O candidato Fred Luz (Partido Novo), fala sobre a preocupação dele sobre o limite de gastos que o Regime de Recuperação Fiscal impõe sobre o município, com a intenção de realocar o orçamento internamente para realizar um novo concurso. Por fim, os demais concorrentes à Prefeitura do Rio de Janeiro:
Martha Rocha (PDT): “Neste momento, eu não quero dizer aqui que vamos fazer o concurso em um ano. Eu quero que as pessoas entendam exatamente isso: que eu valorizo o serviço público, que eu quero fortalecer o serviço público, mas eu preciso entender como estará a prefeitura em 2021”.
Luiz Lima (PSL): “O serviço tem que estar trazendo benefícios para o município. Nós não podemos deixar administração pública de lado, mas seria uma irresponsabilidade minha dizer quando e o quanto de pessoas e vagas estarão abertas, mas o meu compromisso com o município do Rio de Janeiro para governabilidade com equilíbrio”.
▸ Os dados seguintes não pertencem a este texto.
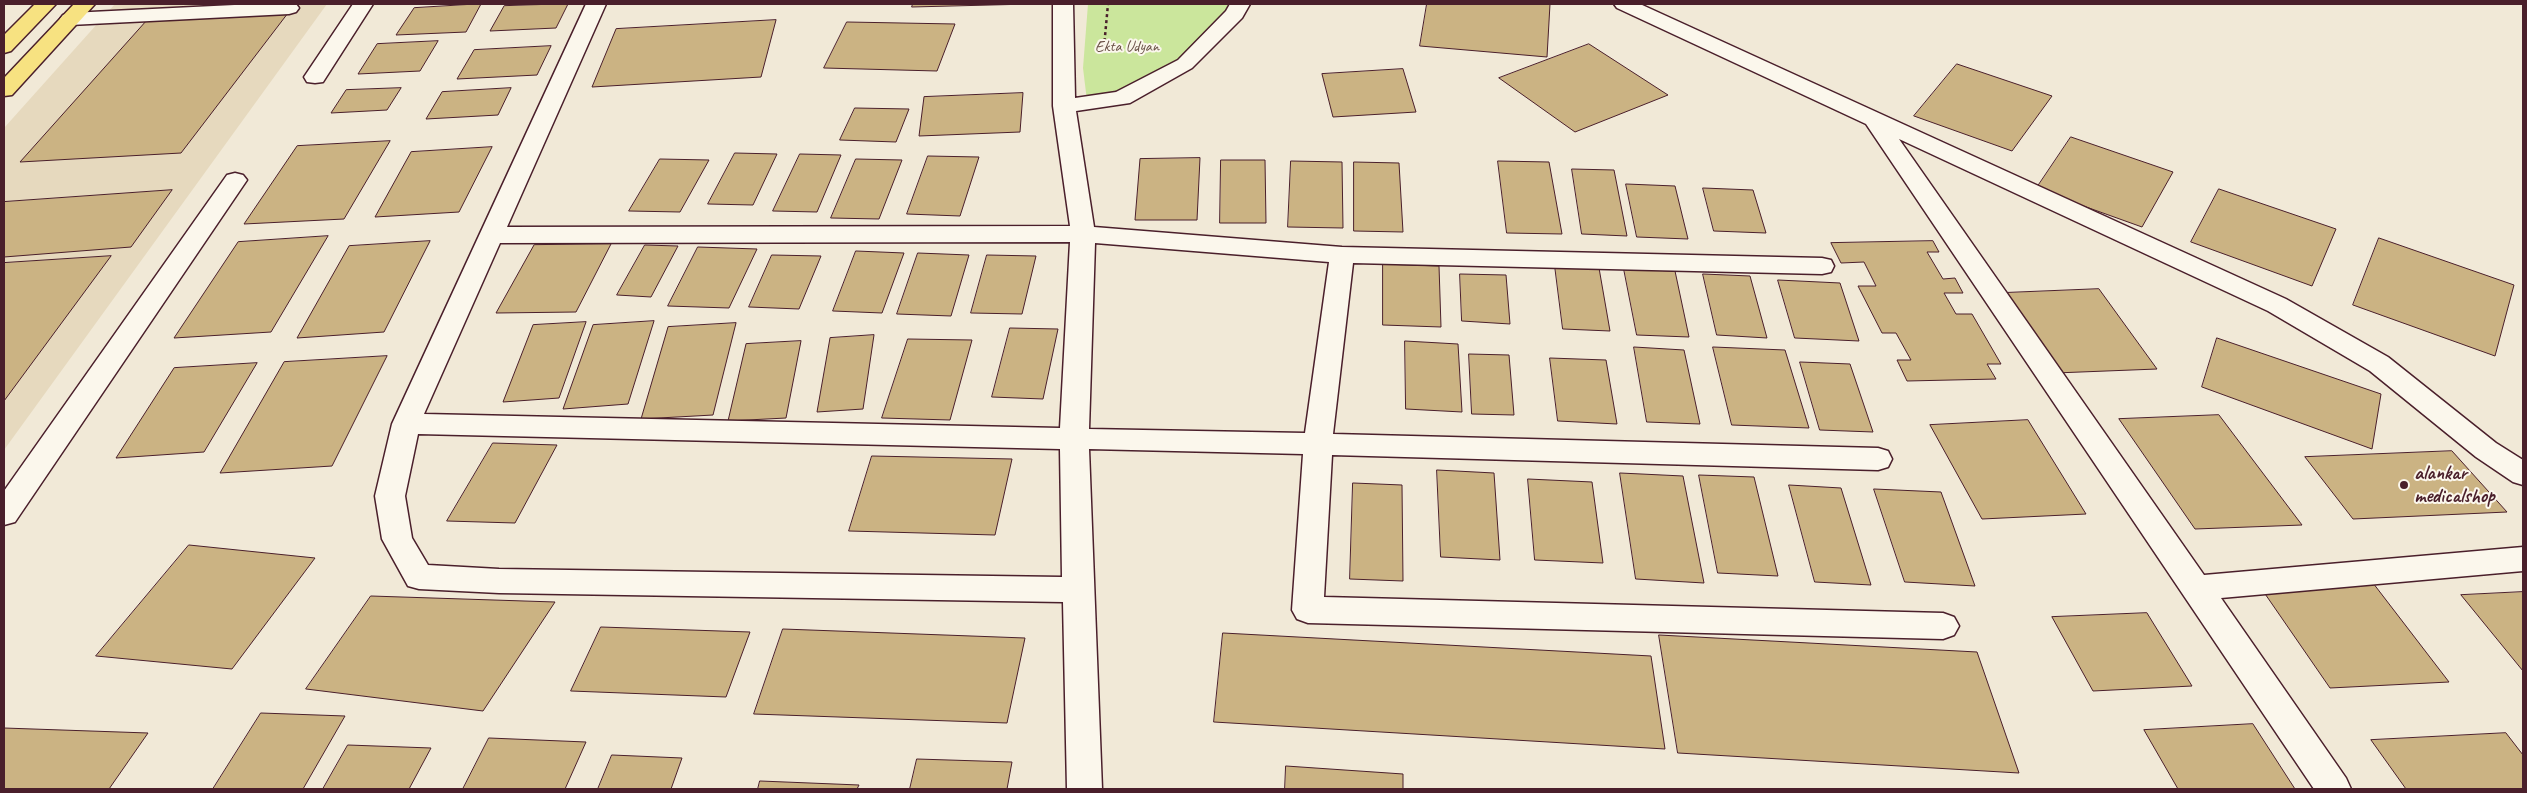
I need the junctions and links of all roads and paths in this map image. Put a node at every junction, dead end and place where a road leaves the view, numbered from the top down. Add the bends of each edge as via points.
1 (46, 4) edge
2 (85, 4) edge
3 (363, 4) edge
4 (596, 4) edge
5 (1063, 4) edge
6 (1240, 4) edge
7 (1624, 4) edge
8 (289, 8) dead end
9 (70, 19) junction
10 (4, 47) edge
11 (316, 77) dead end
12 (4, 90) edge
13 (1064, 106) junction
14 (1872, 116) junction
15 (235, 180) dead end
16 (1083, 234) junction
17 (492, 235) junction
18 (1342, 255) junction
19 (1822, 266) dead end
20 (406, 424) junction
21 (1074, 439) junction
22 (1318, 444) junction
23 (1878, 460) dead end
24 (2523, 474) edge
25 (4, 514) edge
26 (2523, 559) edge
27 (2197, 588) junction
28 (1079, 590) junction
29 (1943, 626) dead end
30 (1084, 789) edge
31 (2334, 789) edge

1 - 10 main road
2 - 9 main road
3 - 11 street
4 - 17 street
5 - 13 street
6 - 13 street via 1235,14 1184,64 1122,98
7 - 14 street
8 - 9 street
9 - 12 main road
13 - 16 street
14 - 24 street via 2277,305 2379,364 2486,450
14 - 27 street
15 - 25 street
16 - 17 street
16 - 18 street
16 - 21 street
17 - 20 street
18 - 19 street
18 - 22 street
20 - 21 street
20 - 28 street via 390,496 397,538 419,577
21 - 22 street
21 - 28 street
22 - 23 street
22 - 29 street via 1308,610
26 - 27 street
27 - 31 street
28 - 30 street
Concurso só deve ser retomado após as eleições
Os preparativos para o próximo concurso ISS-Rio só devem ser retomados após a conclusão das eleições municipais, já que esse período impõe algumas restrições para poder convocar os aprovados. O concurso que fora anunciado no ano passado sofreu uma série de atrasos, desde a pandemia da Covid-19 que impediu as nomeações antes previstas para 2020, até a troca de comando da Secretaria de Fazendo realizada no início de março, quando Rosemary de Azevedo Carvalho Teixeira de Macedo assumiu a chefia.
Ao ser aberto, o concurso para fiscais de renda será destinado para quem possui nível superior em qualquer área de formação, cuja remuneração inicial será de R$23.876,91, valor composto pelo vencimento básico, gratificação de produtividade fiscal e a gratificação complementar. Após mais dez anos no tempo de serviço, a remuneração poderá subir a R$40.413,80.
O concurso também deve destinar vagas para o cargo de agente de fazenda, que exige nível médio completo e traz remuneração de R$9.214,54.
Assim como em 2010, os concorrentes a esses cargos deverão prestar provas objetivas e discursivas (essa última apenas para o cargo de fiscais de renda).